Andrew Grimshaw
University of Virginia
grimshaw@cs.virginia.edu
Abstract:
The following white paper is in draft form. It offers an introduction to metasystems, as well as a sense of their practical use in both current and future computing. The reader who already has a good handle on metasystems should skip to the section on "the near term future".
I am often asked by applications programmers "what
exactly is a metasystem, anyway?" Physically, a metasystem
is a collection of geographically separated resources (people,
hosts, instruments, databases) connected by a high speed interconnect.

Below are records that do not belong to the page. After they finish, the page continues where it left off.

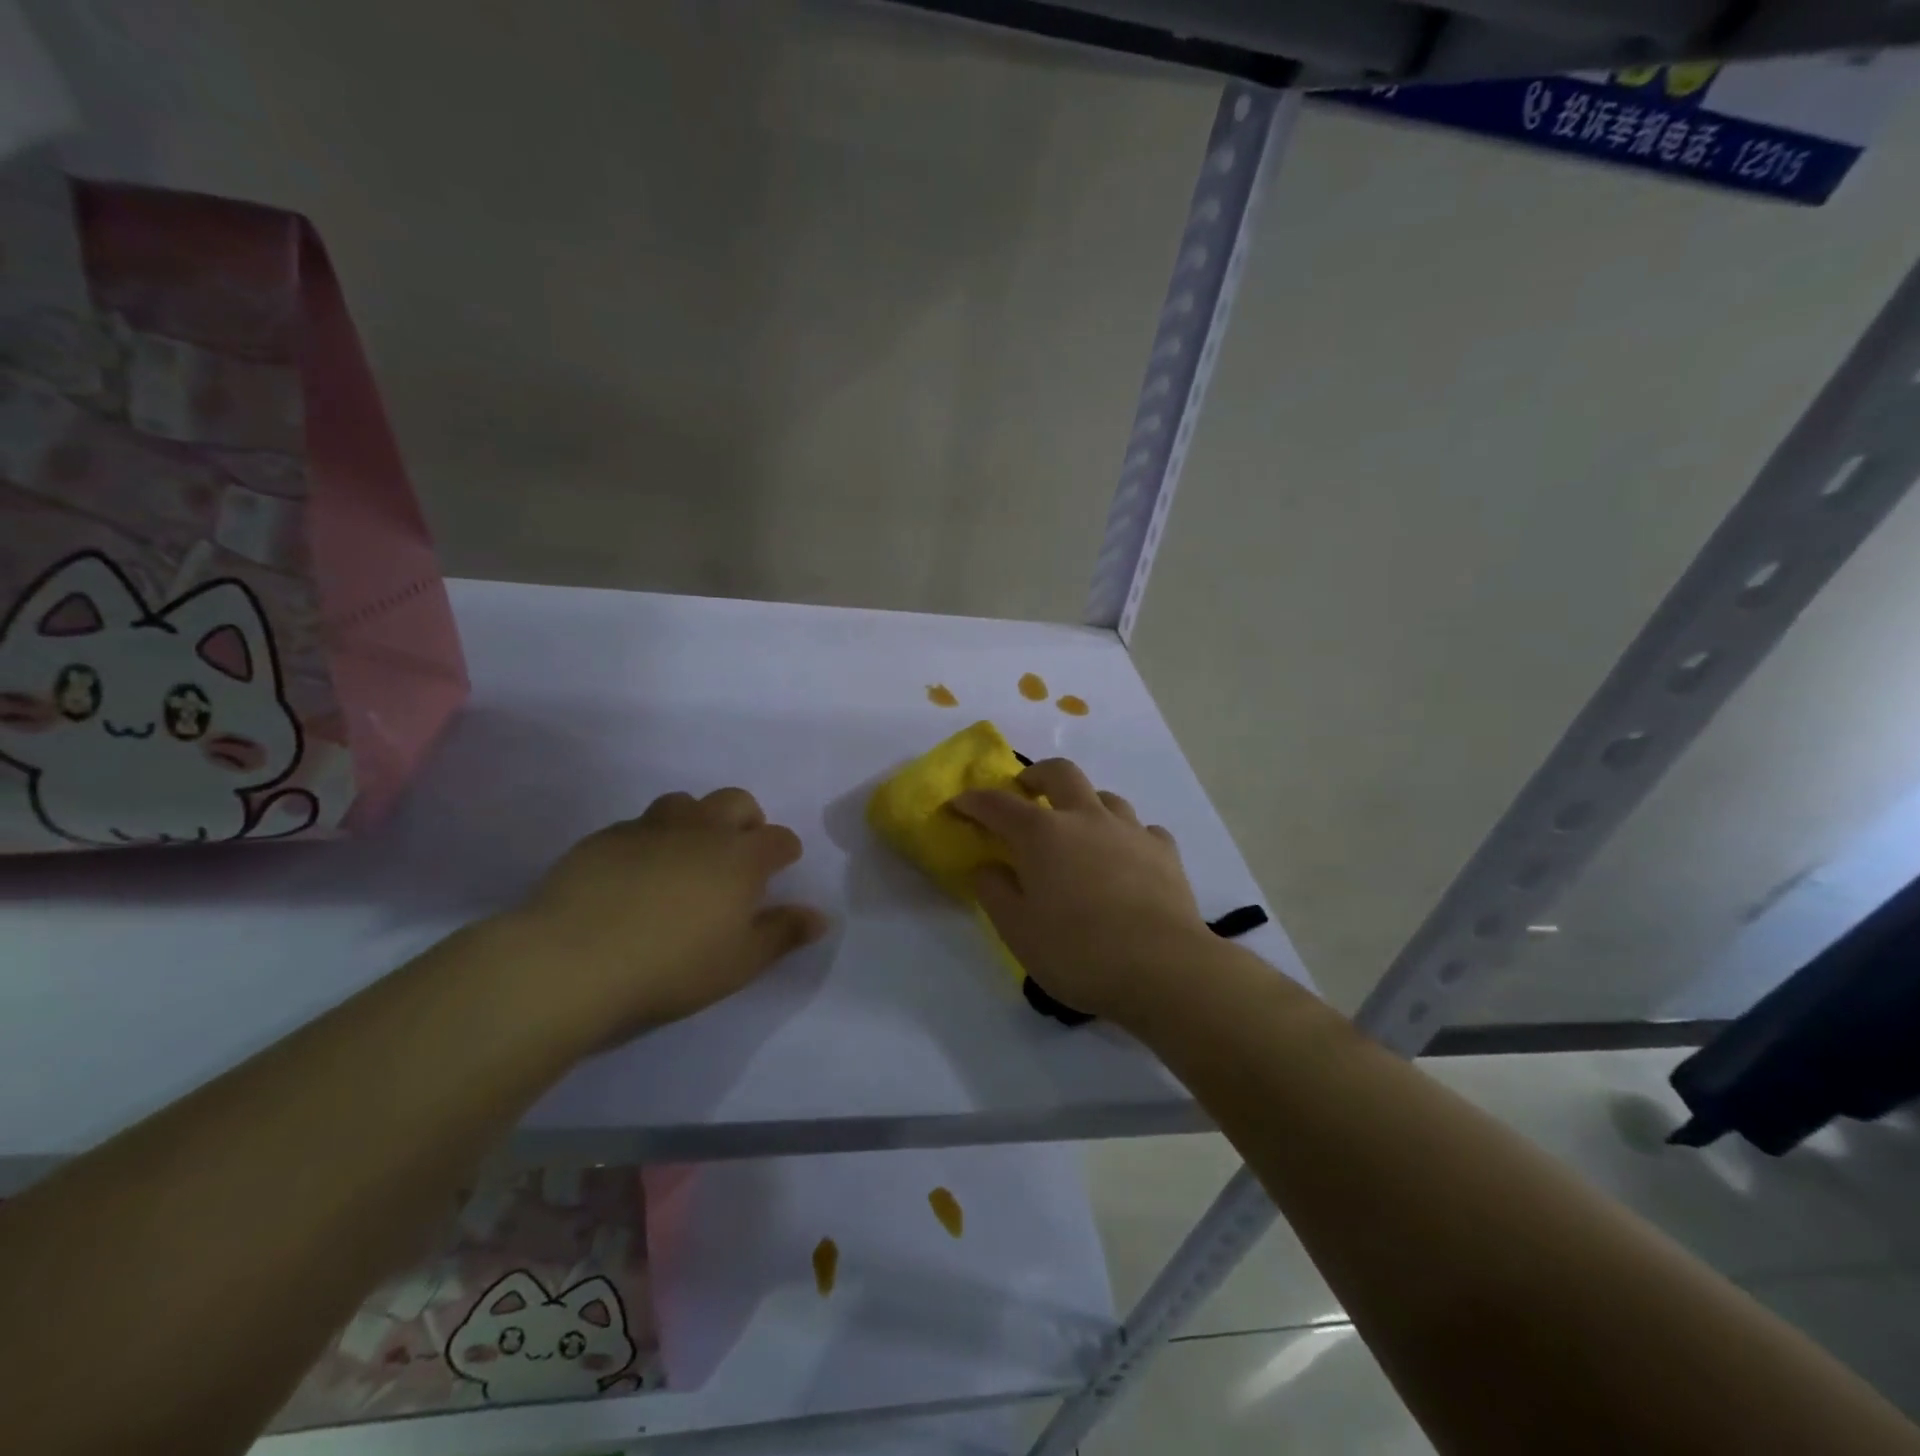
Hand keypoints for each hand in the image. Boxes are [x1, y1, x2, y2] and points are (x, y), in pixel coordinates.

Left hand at [490, 788, 827, 1048]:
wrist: (573, 960)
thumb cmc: (672, 966)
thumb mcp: (739, 963)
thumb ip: (782, 934)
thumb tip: (820, 917)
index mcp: (740, 858)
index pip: (778, 838)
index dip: (785, 851)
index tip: (781, 866)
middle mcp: (701, 830)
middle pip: (736, 802)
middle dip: (746, 821)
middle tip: (737, 855)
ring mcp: (650, 828)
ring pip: (684, 804)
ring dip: (696, 821)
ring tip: (686, 857)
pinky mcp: (605, 838)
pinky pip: (639, 826)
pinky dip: (650, 840)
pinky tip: (635, 874)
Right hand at [953, 759, 1211, 1023]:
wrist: (1164, 968)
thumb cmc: (1078, 952)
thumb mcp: (1018, 931)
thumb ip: (995, 892)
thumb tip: (988, 866)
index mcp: (1042, 834)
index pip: (998, 805)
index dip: (974, 801)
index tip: (958, 804)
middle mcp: (1086, 818)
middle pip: (1060, 773)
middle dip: (1036, 775)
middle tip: (1025, 791)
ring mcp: (1130, 830)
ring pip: (1105, 797)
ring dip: (1084, 804)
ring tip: (1078, 829)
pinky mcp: (1165, 851)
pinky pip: (1141, 829)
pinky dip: (1126, 836)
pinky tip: (1126, 858)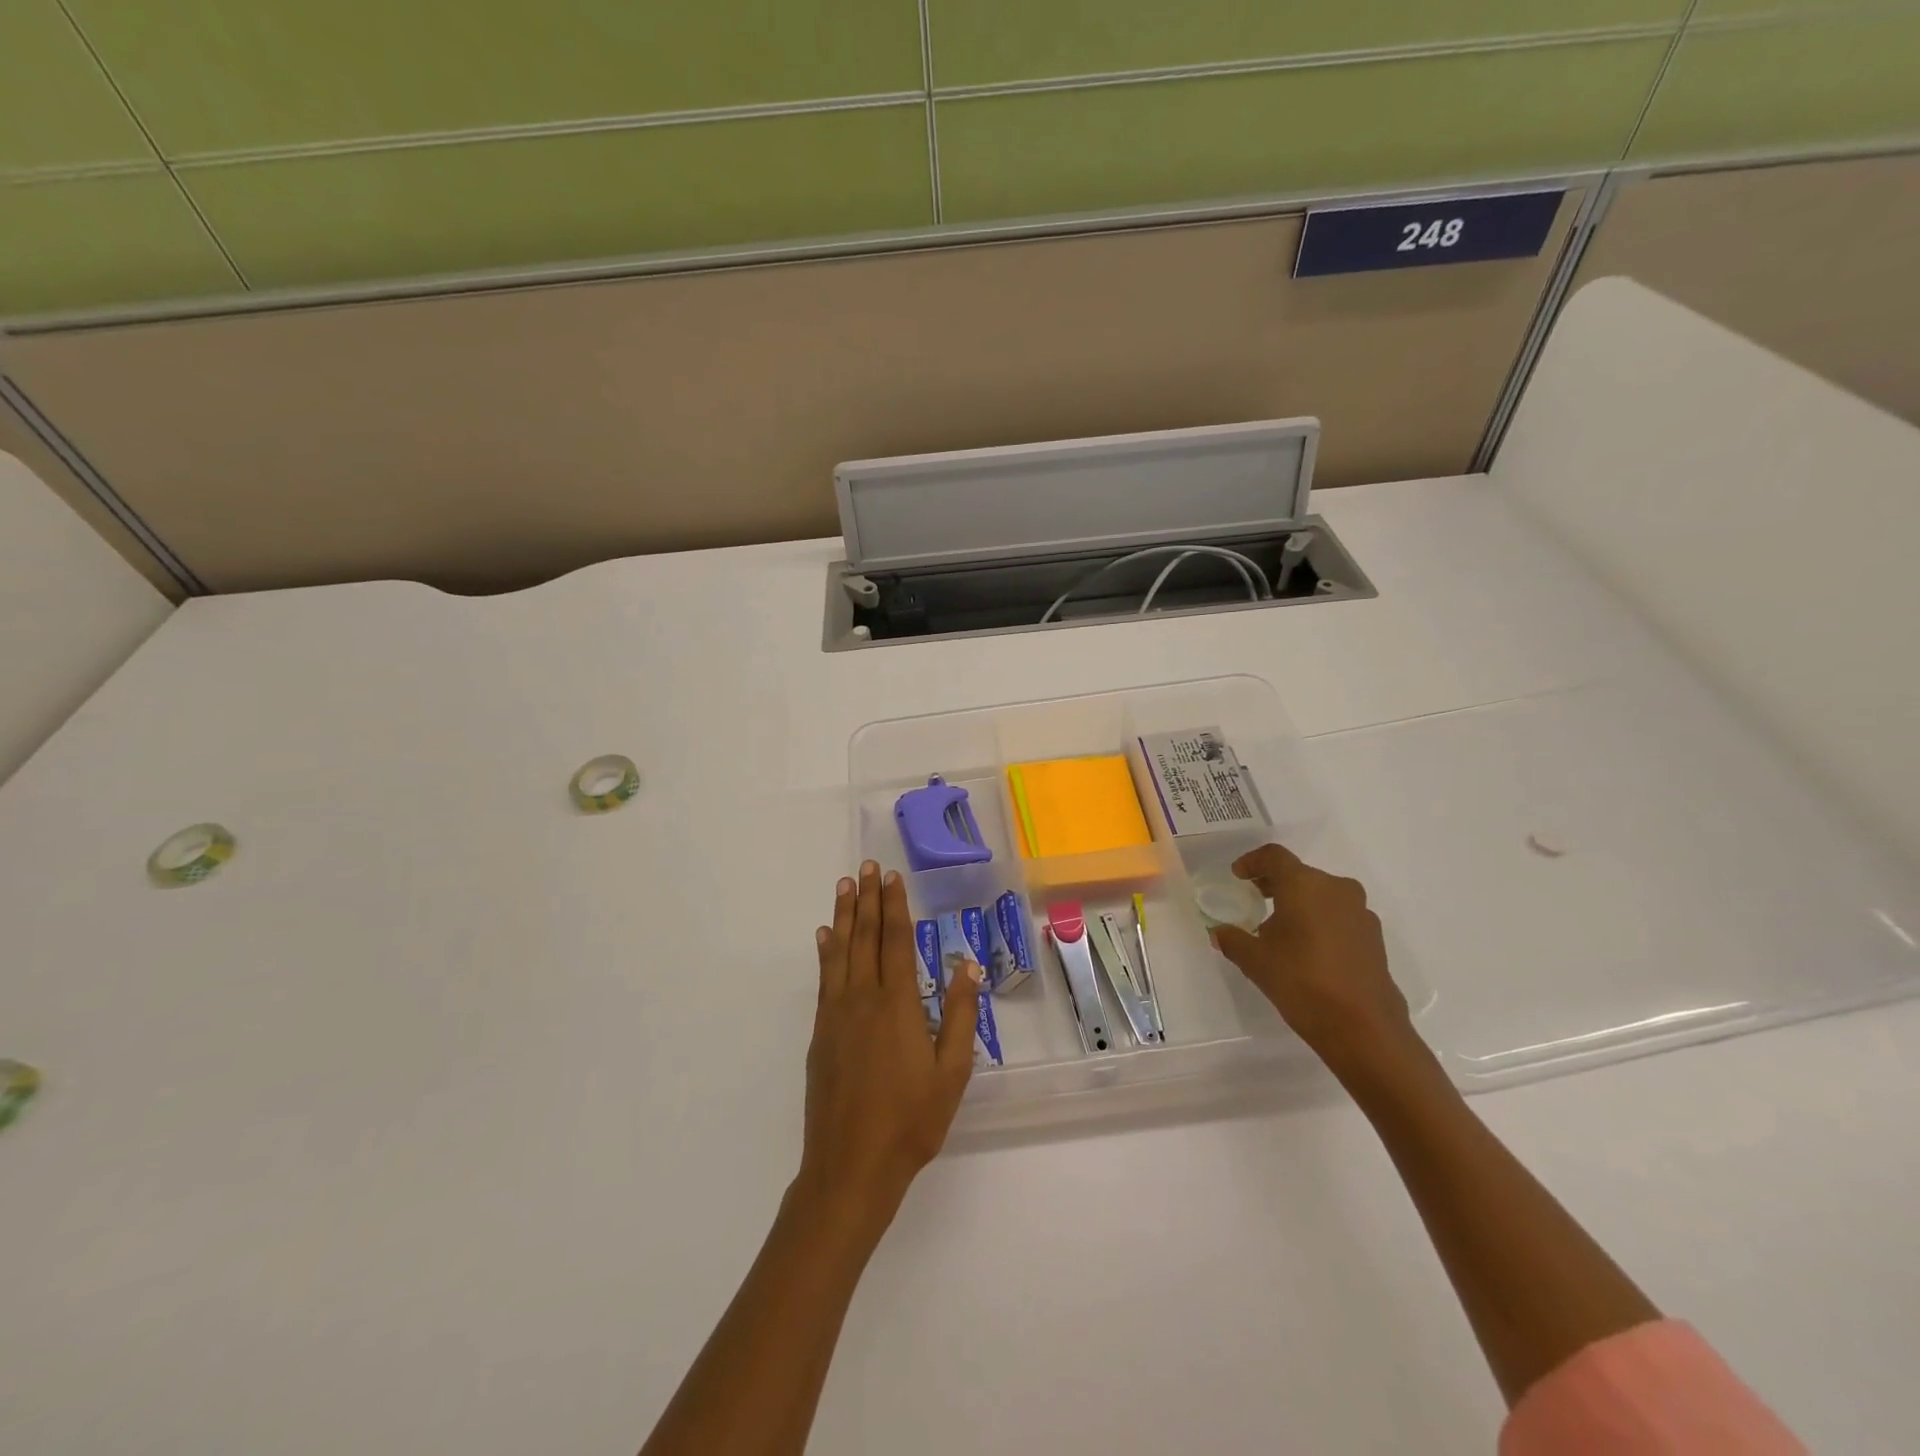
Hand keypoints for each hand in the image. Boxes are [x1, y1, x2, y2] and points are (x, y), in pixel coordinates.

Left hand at [799, 862, 980, 1230]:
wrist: (850, 1165)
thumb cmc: (911, 1121)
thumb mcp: (952, 1072)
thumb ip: (960, 1014)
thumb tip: (967, 963)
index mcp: (898, 1005)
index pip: (896, 942)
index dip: (895, 906)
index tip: (892, 877)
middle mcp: (863, 999)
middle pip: (865, 937)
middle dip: (866, 899)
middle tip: (865, 867)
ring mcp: (836, 1015)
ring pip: (840, 952)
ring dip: (843, 915)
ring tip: (844, 886)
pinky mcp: (820, 1033)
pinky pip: (824, 979)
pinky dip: (825, 952)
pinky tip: (824, 937)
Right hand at [1208, 843, 1420, 1080]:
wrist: (1364, 1028)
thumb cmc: (1302, 982)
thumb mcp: (1255, 961)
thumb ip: (1233, 940)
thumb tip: (1219, 932)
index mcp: (1304, 885)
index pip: (1274, 856)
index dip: (1252, 862)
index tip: (1238, 877)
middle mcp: (1336, 889)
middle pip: (1299, 874)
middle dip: (1274, 884)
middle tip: (1253, 899)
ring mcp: (1360, 912)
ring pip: (1322, 894)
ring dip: (1299, 902)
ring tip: (1279, 928)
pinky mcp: (1373, 937)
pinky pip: (1339, 915)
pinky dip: (1319, 920)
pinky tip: (1307, 948)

We already have a metasystem of sorts, we might think, in the
internet, or in clusters of computers: a metasystem, however,
is far more than computers connected by fiber. What distinguishes
a metasystem from a collection of computers is the software layer,
often called middleware, that transforms a collection of independent
hosts into a single, coherent virtual machine. To the user, a
virtual machine is a single entity that executes applications,
schedules application components, detects and recovers from faults,
provides necessary protection and security to both users and resource
owners, and brings users together through enhanced collaboration
and sharing.
The astute reader will note that I did not use the
word high-performance. A system does not need to be high-performance
to be considered a metasystem (although to be useful to scientific
users it must be). A metasystem's import lies in its single interface,
its transparency to faults, and the shared aspects of the machine.
Having said that, the remainder of this white paper we will assume
that we are discussing high-performance metasystems.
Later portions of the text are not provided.